Он делится со своим другом платоновской диалектикой: «Я верю и знаю, что все то, что существует в великом мире, также есть и в малом; что возможно в малом мире, то случается и в большом».
«Иногда разговор касался смерти, вспоминает М. Ковалинский. Страх смерти сильнее всего нападает на человека в старости. Нужно заблаговременно подготовить себе вооружение против этого врага мирным расположением воли своей к воле творца. Такой душевный мир подготавливается издали, тихо растет в тайне сердца и усиливается чувством сделанного добра»
«Имел ли ты когда-нибудь, продолжал Сковорода, приятные или страшные сновидения? Разве чувства этих мечтательных удовольствий или страха не продолжались только до пробуждения твоего? Со сном все кончилось. Пробуждение уничтожило все радости и страхи сонной грезы. Так и всякий человек после смерти. Жизнь временная есть сон мыслящей силы нашей»
На третьей неделе этого доброго свидания подходил к концу август, «был на излете», как и жизнь Григория Варсавы. Он и прежде не раз оговаривался в письмах к друзьям: вот, если в эту зиму или весну «не сброшу своей телесной бренной линяющей шкуры», то увидимся «Болезнь моя есть старость».
«Старость, осеннее время, беспрерывно мокрая погода умножили расстройство его здоровья, усилили кашель и слабость, рассказывает М. Ковалинский. Он просил отпустить его на любимую им Украину, где он жил и хотел умереть. Друг упрашивал его остаться у него, провести зиму и со временем окончить свой век у него в доме. Но он сказал, что дух его велит ему ехать».
Перед отъездом случился небольшой казус. Ковалинский хотел дать Сковороде что-нибудь в дорогу, снабдить деньгами вдруг в пути усилится болезнь, придется где-нибудь остановиться, заплатить. Сковорода посмотрел на своего «постаревшего кузнечика»:
Ах, друг мой! Неужели я не приобрел еще доверия в Боге, что промысел его вечно печется о нас и благовременно дает все потребное?

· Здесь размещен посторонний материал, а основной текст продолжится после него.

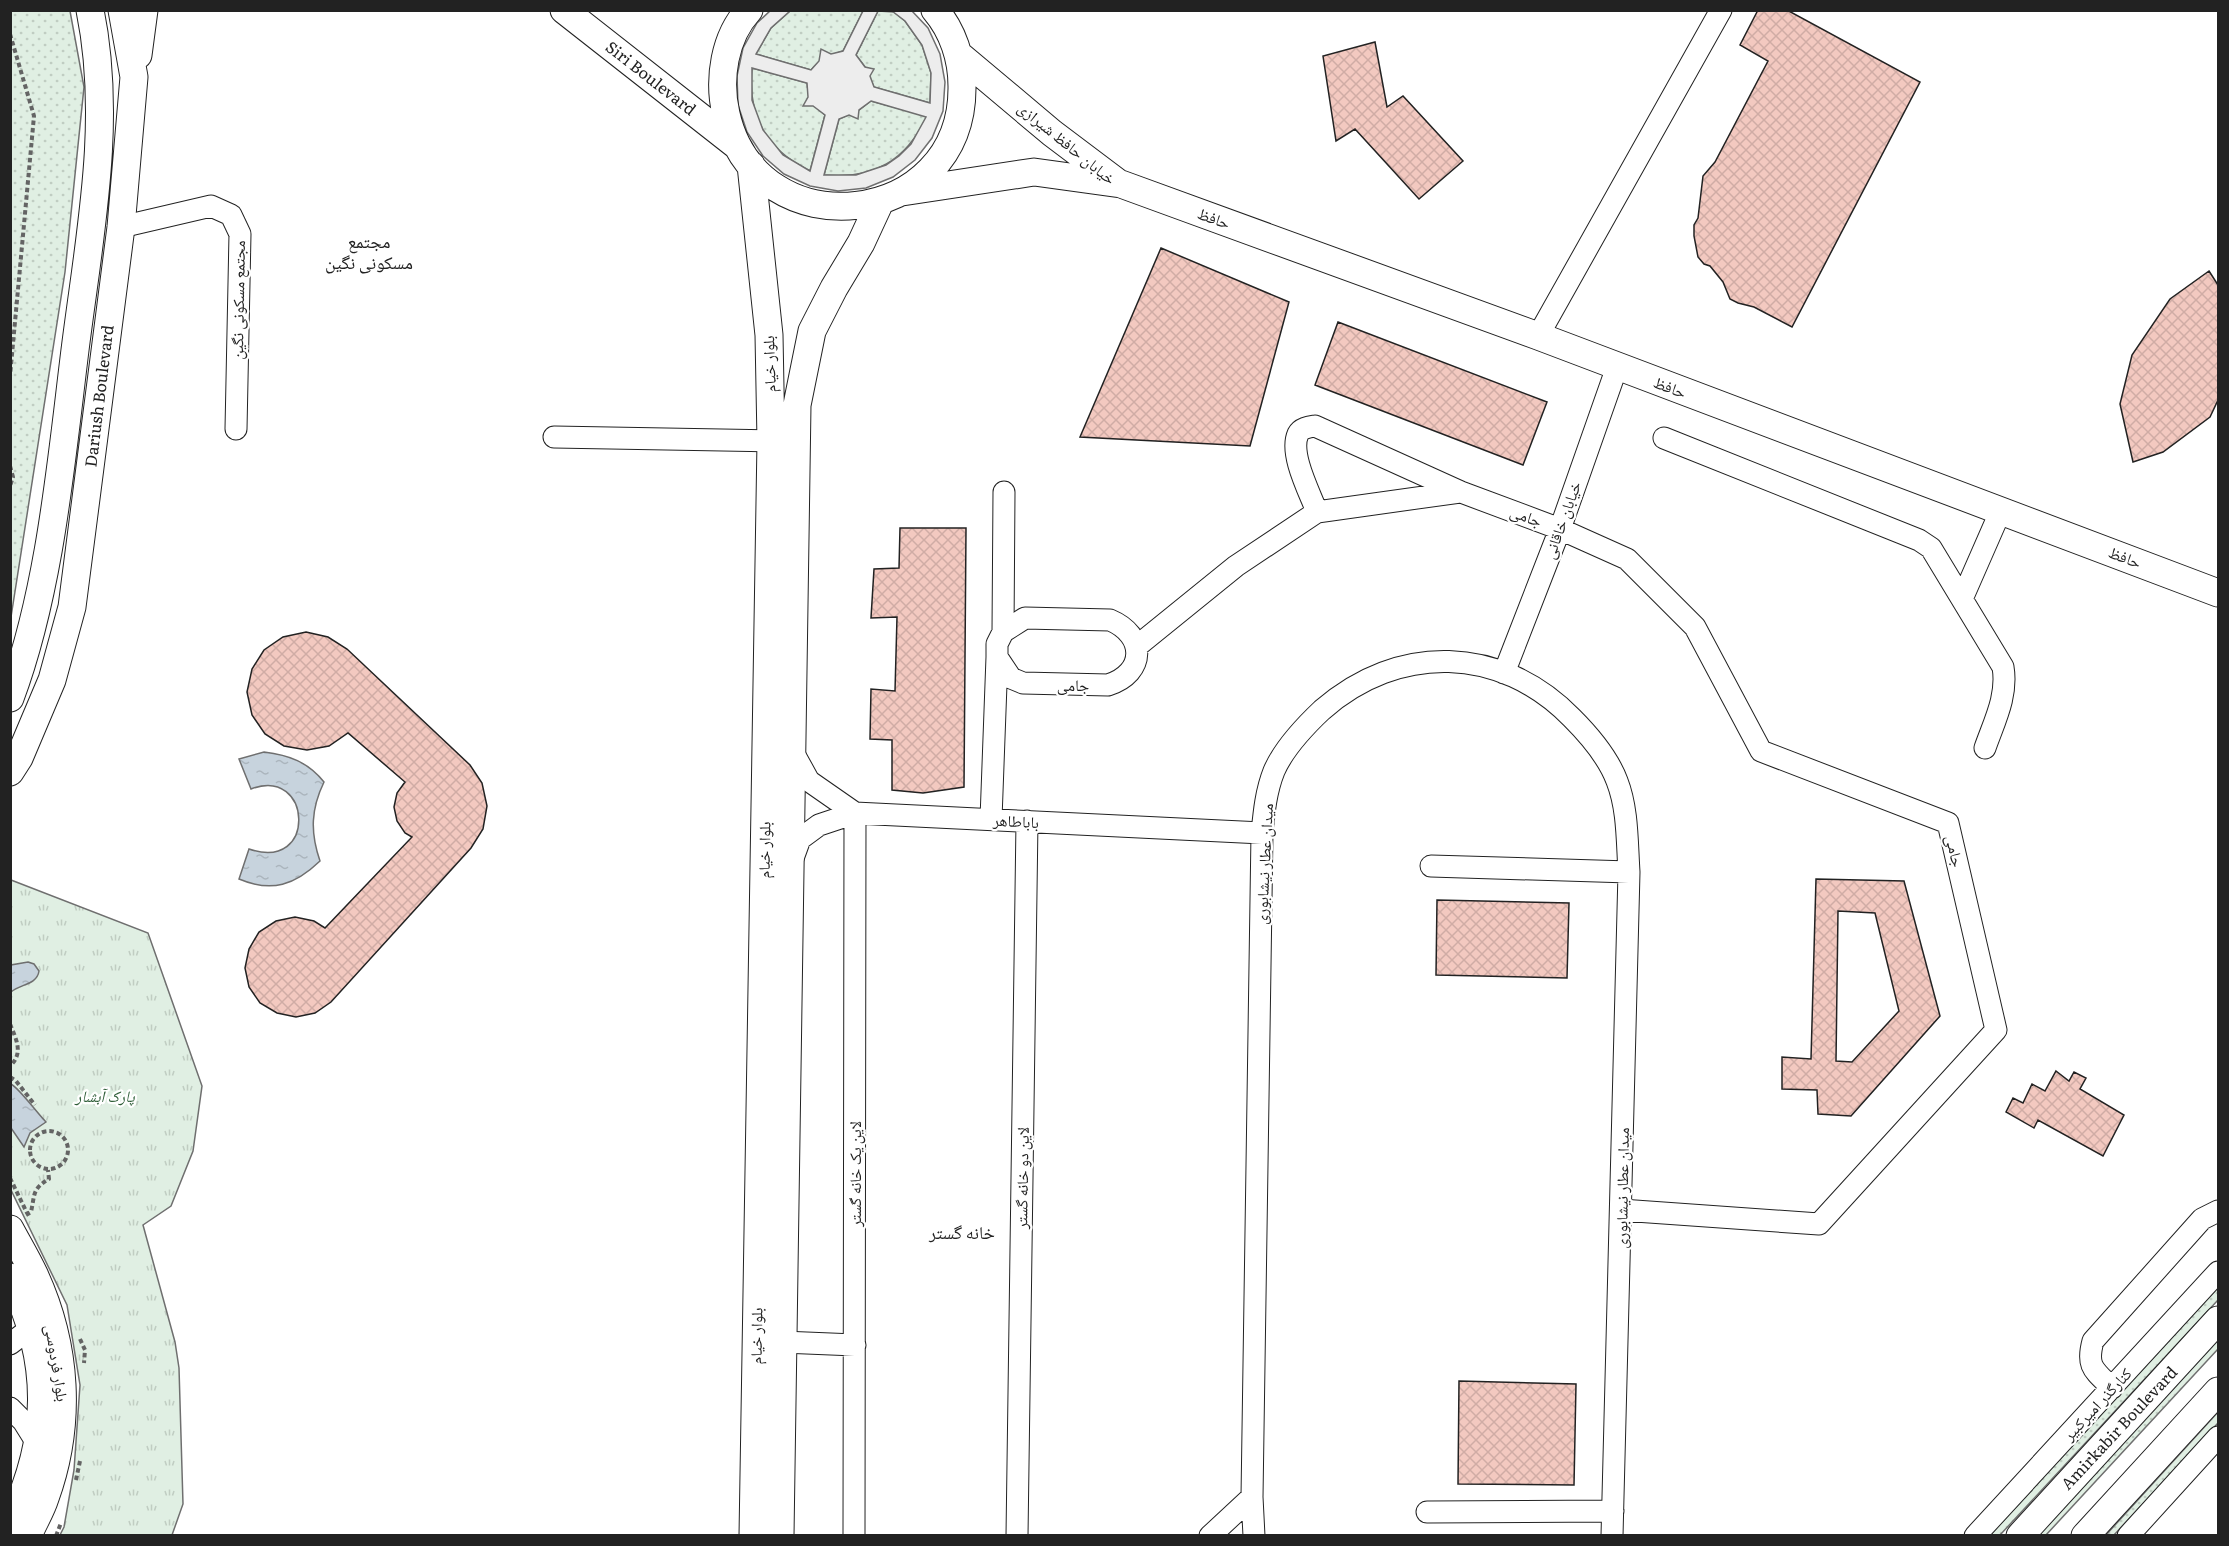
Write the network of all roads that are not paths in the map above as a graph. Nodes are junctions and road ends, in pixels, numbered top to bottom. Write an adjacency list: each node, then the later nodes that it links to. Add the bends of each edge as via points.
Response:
1 (90, 10): 31 (main road, Dariush Boulevard, via 100,77 97,169 59,475 38,600)
2 (122, 10): 9 (main road, Dariush Boulevard)
3 (144, 10): 9 (main road)
4 (564, 10): 10 (main road, Siri Boulevard)
5 (749, 10): 10 (main road, via 734,33 722,78 728,124)
6 (935, 10): 8 (main road)
7 (1721, 10): 14 (street)
8 (954, 33): 11 (main road, خیابان حافظ شیرازی, via 1052,133); 12 (main road, via 962,98 950,141 921,178)
9 (134, 77): 13 (main road, Dariush Boulevard)
10 (744, 156): 12 (main road, Siri Boulevard, via 768,182 810,203 857,207); 19 (main road, بلوار خیام, via 769,335)
11 (1121, 184): 12 (main road, خیابان حافظ شیرازی, via 1034,172); 14 (main road, حافظ)
12 (891, 197): 33 (main road, بلوار خیام, via 812,331 797,405)
13 (121, 227): 16 (street, مجتمع مسکونی نگین, via 211,206 231,215 240,234); 34 (main road, Dariush Boulevard, via 72,607 52,680)
14 (1538, 336): 15 (main road, حافظ)
15 (1617, 367): 22 (main road, حافظ); 24 (street, خیابان خاقانی)
16 (236, 429)
17 (555, 437): 19 (street)
18 (1664, 438): 26 (street, via 1918,540 1931,548)
19 (771, 441): 62 (main road, بلوار خیام)
20 (1004, 492): 27 (street)
21 (1461, 492): 23 (street, جامی); 23 (street, جامی, via 1315,426 1298,435 1296,451); 24 (street, جامی)
22 (2001, 510): 25 (main road, حافظ); 26 (street)
23 (1317, 512): 28 (street, جامی, via 1236,566)
24 (1560, 529): 30 (street, خیابان خاقانی); 42 (street, جامی, via 1627,559 1695,627 1761,751 1948,823 1996,1030 1819,1224)
25 (2218, 592)
26 (1962, 599): 32 (street, via 2003,667 2006,683)
27 (1003, 632): 28 (street, via 1025,618 1110,620 1131,634); 29 (street)
28 (1136, 647): 29 (street, جامی, via 1131,672 1108,685 1023,684 1011,678)
29 (997, 657): 36 (street)
30 (1504, 673): 38 (street, میدان عطار نیشابوری, via 1456,661 1433,662 1394,668 1348,690 1312,719 1275,770); 41 (street, میدان عطار نیشابوری, via 1548,696 1602,755 1617,782 1621,799)
31 (10, 698)
32 (1985, 748)
33 (793, 752): 35 (street, via 809,781); 39 (main road, بلوار خیام)
34 (10, 772)
35 (855, 813): 36 (street, باباطاهر); 39 (street, باباطاهر, via 819,825 800,839); 50 (street, لاین یک خانه گستر)
36 (991, 819): 37 (street, باباطاهر)
37 (1027, 821): 38 (street, باباطاهر); 64 (street, لاین دو خانه گستر)
38 (1262, 833): 56 (street, میدان عطار نیشابوری)
39 (792, 862): 49 (main road, بلوار خیام)
40 (1431, 866): 41 (street)
41 (1629, 872): 42 (street, میدان عطار نیشابوری)
42 (1622, 1210): 57 (street, میدان عطار نیشابوری)
43 (2218, 1211): 51 (street, via 2202,1219 2093,1341 2089,1355 2093,1369)
44 (16, 1223): 61 (main road, بلوار فردوسی, via 52,1325 64,1409 59,1450 45,1499)
45 (2218, 1272): 51 (street, کنارگذر امیرکبیر)
46 (10, 1277): 48 (main road, بلوار فردوسی)
47 (2218, 1320): 69 (main road, Amirkabir Boulevard)
48 (21, 1336): 55 (main road, بلوار فردوسی, via 40,1369 43,1409)
49 (782, 1342): 50 (street); 63 (main road, بلوار خیام)
50 (855, 1345): 60 (street, لاین یک خانه گستر)
51 (2112, 1388): 68 (street, کنارگذر امیرکبیر)
52 (2218, 1391): 70 (main road)
53 (10, 1407): 55 (street)
54 (2218, 1437): 71 (street)
55 (38, 1445): 59 (main road, بلوار فردوسی, via 25,1493)
56 (1252, 1497): 65 (street); 66 (street, میدان عطار نیشابوری)
57 (1613, 1511): 58 (street); 67 (street, میدان عطار نیشابوری)
58 (1427, 1512)
59 (10, 1522)
60 (854, 1535)
61 (28, 1536)
62 (753, 1536)
63 (780, 1536)
64 (1017, 1536)
65 (1210, 1536)
66 (1254, 1536)
67 (1612, 1536)
68 (1975, 1536)
69 (2020, 1536)
70 (2085, 1536)
71 (2128, 1536)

26 августа они простились. Сковорода обнял друга и сказал:
Может быть, больше я уже не увижу тебя. Прости! Помни всегда по всех приключениях твоих в жизни то, что мы часто говорили: свет и тьма, глава и хвост, добро и зло, вечность и время
Времени жизни для Сковороды оставалось чуть больше двух месяцев
Последняя остановка
«Где и когда умереть? Не боится тот, о ком Аввакум говорит: «Праведник от веры жив будет», писал Сковорода своему другу Якову Правицкому. Но в начале осени 1794 года Сковорода в смятении, его душа словно не на месте. В воспоминаниях М. Ковалинского это беспокойство чувствуется отчетливо.
«Приехав в Курск, пишет биограф, Сковорода остановился у тамошнего архимандрита Амвросия, мужа благочестивого. Прожив тут некоторое время, из-за постоянных дождей он улучил ясную погоду и отправился далее, но не туда, куда намеревался. В конце пути своего почувствовал он побуждение ехать на то же место, откуда выехал к своему другу, хотя совершенно был не расположен».
Его пристанищем стало небольшое имение помещика Ковалевского Ивановка. Здесь он бывал и прежде, хотя вряд ли Ивановка была тем местом, которое пришлось бы ему сильно по душе. Тексты его также Ивановкой не маркированы, в отличие от Бурлуков, Гусинки или Бабаев.
«В деревне у помещика Ковалевского небольшая «кимнатка» окнами в сад, уютная, была последним его жилищем, описывает последние дни Сковороды И. Срезневский. Был прекрасный день. К помещику собралось много людей погулять и повеселиться. Послушать Сковороду было также в предмете За обедом Сковорода был необыкновенно весел и разговорчив, даже шутил, рассказывал про свое было, про свои странствия, испытания. Из-за обеда встали, будучи все обворожены его красноречием. Сковорода скрылся. Он пошел в сад. Долго ходил он по излучистым тропинкам, рвал плоды и раздавал их работавшим мальчикам
По вечер хозяин пошел искать Сковороду и нашел под развесистой липой. Сковорода с заступом в руке рыл яму узкую длинную могилу.
Что это, друг Григорий, чем ты занят? сказал хозяин, подошедши к старцу.
Пора, друг, кончать странствие, ответил Сковорода, и так все волосы слетели с бедной головы, пора успокоиться.
И, брат, пустое. Полно шутить, пойдем.
Иду, но я буду просить тебя прежде, мой благодетель, пусть здесь будет моя последняя могила.